翔海

20センチュリー・ウーマンの翔海のレビュー・感想・評価

20センチュリー・ウーマン(2016年製作の映画)
4.1
子供は親の知らないところで成長している。

1979年、カルフォルニア州サンタバーバラ。15歳の息子ジェイミーとシングルマザーのドロシーが住む一軒家には下宿する写真家のアビーも住んでいる。ジェイミーの幼なじみのジュリーとドロシーの頼みを聞いてくれるウィリアムはドロシーの家でよく集まる。思春期の子供を抱える親は悩みが尽きない。
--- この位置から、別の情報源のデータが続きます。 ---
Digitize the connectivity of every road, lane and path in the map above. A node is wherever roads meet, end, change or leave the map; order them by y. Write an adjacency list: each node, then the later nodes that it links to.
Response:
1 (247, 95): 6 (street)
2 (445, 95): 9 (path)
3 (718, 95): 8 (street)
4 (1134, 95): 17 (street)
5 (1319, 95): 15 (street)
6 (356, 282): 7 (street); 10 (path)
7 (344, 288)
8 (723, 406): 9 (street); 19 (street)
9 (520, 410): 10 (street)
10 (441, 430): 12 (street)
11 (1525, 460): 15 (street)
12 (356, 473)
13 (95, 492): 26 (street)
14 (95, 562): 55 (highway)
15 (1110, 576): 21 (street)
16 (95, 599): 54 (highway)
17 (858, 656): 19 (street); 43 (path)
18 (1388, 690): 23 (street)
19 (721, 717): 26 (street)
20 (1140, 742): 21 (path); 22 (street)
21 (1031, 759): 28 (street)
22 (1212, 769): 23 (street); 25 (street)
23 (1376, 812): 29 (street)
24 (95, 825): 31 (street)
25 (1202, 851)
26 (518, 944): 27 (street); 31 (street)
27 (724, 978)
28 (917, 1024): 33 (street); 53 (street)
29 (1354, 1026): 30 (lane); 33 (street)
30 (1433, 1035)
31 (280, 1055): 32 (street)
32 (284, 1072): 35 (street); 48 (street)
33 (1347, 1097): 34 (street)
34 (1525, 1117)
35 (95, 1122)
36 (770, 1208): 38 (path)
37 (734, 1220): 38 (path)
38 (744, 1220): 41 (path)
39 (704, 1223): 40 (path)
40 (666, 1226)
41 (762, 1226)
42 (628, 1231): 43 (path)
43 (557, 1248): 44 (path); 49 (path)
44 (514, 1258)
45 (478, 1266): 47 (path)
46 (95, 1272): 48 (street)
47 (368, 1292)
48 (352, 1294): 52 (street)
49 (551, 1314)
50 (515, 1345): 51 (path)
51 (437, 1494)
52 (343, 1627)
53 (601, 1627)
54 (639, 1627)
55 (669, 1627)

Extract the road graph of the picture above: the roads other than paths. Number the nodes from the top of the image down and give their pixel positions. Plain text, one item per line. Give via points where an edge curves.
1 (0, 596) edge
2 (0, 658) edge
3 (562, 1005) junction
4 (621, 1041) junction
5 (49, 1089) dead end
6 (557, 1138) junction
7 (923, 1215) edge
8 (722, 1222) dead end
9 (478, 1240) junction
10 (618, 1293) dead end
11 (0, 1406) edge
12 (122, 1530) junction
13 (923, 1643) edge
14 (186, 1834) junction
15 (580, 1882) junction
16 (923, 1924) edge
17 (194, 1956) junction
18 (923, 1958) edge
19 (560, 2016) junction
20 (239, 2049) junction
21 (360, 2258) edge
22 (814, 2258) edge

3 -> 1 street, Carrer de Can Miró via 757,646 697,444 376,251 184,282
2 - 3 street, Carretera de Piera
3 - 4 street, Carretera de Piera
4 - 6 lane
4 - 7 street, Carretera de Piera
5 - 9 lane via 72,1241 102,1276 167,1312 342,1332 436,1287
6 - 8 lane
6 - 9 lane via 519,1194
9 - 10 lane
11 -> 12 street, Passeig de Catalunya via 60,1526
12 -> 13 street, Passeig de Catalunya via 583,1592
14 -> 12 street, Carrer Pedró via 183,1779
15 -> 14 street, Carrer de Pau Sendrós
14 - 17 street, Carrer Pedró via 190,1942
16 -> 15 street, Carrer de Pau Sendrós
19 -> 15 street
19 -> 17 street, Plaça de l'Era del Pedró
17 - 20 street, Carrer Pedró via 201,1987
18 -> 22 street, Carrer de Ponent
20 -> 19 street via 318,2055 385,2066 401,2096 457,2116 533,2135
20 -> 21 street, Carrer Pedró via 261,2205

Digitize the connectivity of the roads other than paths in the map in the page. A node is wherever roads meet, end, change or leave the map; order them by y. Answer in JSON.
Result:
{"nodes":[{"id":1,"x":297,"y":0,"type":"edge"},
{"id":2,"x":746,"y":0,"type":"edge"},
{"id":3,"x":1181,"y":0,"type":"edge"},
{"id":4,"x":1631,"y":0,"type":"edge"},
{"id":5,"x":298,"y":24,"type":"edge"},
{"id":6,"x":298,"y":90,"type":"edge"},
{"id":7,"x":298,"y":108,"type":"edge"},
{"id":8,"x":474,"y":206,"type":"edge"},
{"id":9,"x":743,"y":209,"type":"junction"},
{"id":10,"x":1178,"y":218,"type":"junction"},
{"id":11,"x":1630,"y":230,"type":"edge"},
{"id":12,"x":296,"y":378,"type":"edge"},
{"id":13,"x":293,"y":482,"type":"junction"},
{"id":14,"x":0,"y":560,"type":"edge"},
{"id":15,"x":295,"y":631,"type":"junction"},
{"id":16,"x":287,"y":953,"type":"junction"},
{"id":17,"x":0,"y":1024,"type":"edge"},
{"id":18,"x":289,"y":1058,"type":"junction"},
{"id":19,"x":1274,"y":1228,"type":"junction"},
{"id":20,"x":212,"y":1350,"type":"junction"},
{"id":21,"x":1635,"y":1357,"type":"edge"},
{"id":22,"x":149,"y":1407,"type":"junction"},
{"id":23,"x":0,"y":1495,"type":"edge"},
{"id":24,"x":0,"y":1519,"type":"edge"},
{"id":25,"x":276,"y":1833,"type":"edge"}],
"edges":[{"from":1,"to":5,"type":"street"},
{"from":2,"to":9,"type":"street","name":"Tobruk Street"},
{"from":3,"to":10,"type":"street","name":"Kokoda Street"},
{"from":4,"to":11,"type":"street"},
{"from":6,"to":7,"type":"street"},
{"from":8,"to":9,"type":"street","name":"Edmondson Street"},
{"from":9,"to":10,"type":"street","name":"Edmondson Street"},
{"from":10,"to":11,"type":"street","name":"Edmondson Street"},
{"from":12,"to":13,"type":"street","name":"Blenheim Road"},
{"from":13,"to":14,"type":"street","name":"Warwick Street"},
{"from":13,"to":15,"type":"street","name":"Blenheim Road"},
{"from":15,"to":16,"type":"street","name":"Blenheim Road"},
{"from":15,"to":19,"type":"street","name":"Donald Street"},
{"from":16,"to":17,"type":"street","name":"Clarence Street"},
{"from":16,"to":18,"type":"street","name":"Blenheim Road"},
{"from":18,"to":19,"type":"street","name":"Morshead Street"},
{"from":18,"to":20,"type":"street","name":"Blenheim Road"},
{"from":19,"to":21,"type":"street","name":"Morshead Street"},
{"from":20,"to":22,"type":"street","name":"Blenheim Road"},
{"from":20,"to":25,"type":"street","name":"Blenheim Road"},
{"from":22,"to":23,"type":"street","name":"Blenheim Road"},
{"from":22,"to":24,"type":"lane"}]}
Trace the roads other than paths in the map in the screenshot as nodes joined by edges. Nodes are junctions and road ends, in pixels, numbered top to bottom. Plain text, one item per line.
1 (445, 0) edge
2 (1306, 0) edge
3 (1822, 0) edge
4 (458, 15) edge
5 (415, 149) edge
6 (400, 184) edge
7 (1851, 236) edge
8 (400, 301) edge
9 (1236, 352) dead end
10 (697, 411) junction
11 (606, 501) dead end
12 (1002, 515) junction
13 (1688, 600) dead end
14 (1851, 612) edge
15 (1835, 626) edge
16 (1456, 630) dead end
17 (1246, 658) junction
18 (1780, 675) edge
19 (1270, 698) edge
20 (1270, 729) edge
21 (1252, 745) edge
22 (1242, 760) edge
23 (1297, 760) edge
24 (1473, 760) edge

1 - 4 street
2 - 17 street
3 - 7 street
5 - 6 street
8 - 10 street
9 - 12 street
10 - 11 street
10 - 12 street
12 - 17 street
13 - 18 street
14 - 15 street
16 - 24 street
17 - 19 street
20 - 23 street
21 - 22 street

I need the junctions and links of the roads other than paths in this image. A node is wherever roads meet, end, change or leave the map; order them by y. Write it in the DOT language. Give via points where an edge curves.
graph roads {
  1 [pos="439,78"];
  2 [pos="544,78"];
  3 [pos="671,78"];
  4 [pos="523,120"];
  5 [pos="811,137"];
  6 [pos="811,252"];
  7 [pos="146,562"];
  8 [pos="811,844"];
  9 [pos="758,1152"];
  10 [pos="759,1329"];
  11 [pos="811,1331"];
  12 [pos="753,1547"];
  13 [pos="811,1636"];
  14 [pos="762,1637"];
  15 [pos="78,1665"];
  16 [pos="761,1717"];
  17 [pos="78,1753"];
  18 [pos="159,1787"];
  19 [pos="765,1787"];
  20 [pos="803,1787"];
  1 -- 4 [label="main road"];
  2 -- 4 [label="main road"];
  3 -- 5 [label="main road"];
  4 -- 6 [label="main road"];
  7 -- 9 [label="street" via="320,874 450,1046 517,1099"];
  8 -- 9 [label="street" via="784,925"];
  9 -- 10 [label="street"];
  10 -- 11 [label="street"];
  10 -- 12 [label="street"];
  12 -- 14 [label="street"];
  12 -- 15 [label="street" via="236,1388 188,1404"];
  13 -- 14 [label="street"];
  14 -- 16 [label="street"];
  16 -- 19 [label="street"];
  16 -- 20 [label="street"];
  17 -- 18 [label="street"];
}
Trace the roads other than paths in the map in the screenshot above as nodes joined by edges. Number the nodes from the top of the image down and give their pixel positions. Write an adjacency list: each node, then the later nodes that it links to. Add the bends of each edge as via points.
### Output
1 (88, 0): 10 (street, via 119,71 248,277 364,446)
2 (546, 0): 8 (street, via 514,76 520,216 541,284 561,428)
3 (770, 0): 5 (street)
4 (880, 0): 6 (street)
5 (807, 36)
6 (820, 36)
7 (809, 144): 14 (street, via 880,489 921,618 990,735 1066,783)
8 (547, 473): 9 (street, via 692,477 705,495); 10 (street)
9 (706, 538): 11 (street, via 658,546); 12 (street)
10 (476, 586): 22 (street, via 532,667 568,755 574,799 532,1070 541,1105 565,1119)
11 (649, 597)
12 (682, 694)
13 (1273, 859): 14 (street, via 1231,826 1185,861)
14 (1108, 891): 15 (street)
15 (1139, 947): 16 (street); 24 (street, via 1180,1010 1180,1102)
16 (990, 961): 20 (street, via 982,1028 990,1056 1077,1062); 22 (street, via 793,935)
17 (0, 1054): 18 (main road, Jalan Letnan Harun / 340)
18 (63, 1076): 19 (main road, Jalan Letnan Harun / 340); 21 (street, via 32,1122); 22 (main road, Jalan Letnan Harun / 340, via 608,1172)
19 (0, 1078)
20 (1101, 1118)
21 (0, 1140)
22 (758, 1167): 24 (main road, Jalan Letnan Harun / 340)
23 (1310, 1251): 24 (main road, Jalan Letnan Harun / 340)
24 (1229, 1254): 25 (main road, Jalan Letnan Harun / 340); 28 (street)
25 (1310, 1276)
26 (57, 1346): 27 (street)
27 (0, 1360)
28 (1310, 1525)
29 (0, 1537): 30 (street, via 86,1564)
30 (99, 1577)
思春期のジェイミーも友達と危険な遊びや親に心配させることもある。自分一人では見守ることはできないと思ったドロシーはアビーとジュリーに息子を気にかけて欲しいと頼む。そんな母の優しさすら鬱陶しい年頃のジェイミーだったがアビーやジュリーと過ごす中で二人にも抱える悩みがあることを知る。思春期で自暴自棄なジェイミーだったが二人とともに過ごすなかで彼は大人に成長していく。

純粋なまま成長してもらいたい。
シングルマザーで息子のことが心配なドロシーと息子ジェイミー。二人だけだったら衝突だらけで関係は保てないけれど、幼なじみのジュリーや同居人のアビー、ウィリアムが居てくれて家族のように支えることが出来ていた。彼らもそれぞれに悩みを抱えて生きている。ジェイミーは大人たちの悩みにも寄り添うことが出来る優しい少年。それを知ってる母ドロシーは余計に心配になっていたのかもしれない。親子間で言いたいことを言い合える家族ほど信頼関係が築けている親子は少ないと思う。どこか恥ずかしさやプライドが邪魔をして言いたいことが言えなかったり、会話が減ったりするのが思春期だと思う。それでもちゃんと子供と向き合っているドロシーはしっかり母の役割を果たしている。

特徴的な女性たち。
破天荒でパンクに生きるグレタ・ガーウィグ、親への反発から煙草を吸ったり自由に生きようとするエルファニング。それぞれ個性の強い役でありながらも弱さも兼ね備えている。二人とも好きな女優であり、二人の共演する私にとってはとても贅沢な作品である。内容は少年が成長する過程に女性の抱える問題に触れたり、興味を示して本から学んだりして大人になってゆくストーリー。物語に大きな変化はないけれど、進んでゆくなかで変わる心情だったり少年の成長してゆく姿を楽しむことができる。私はこうゆう日常的な内容だけど考えさせられる映画は好きである。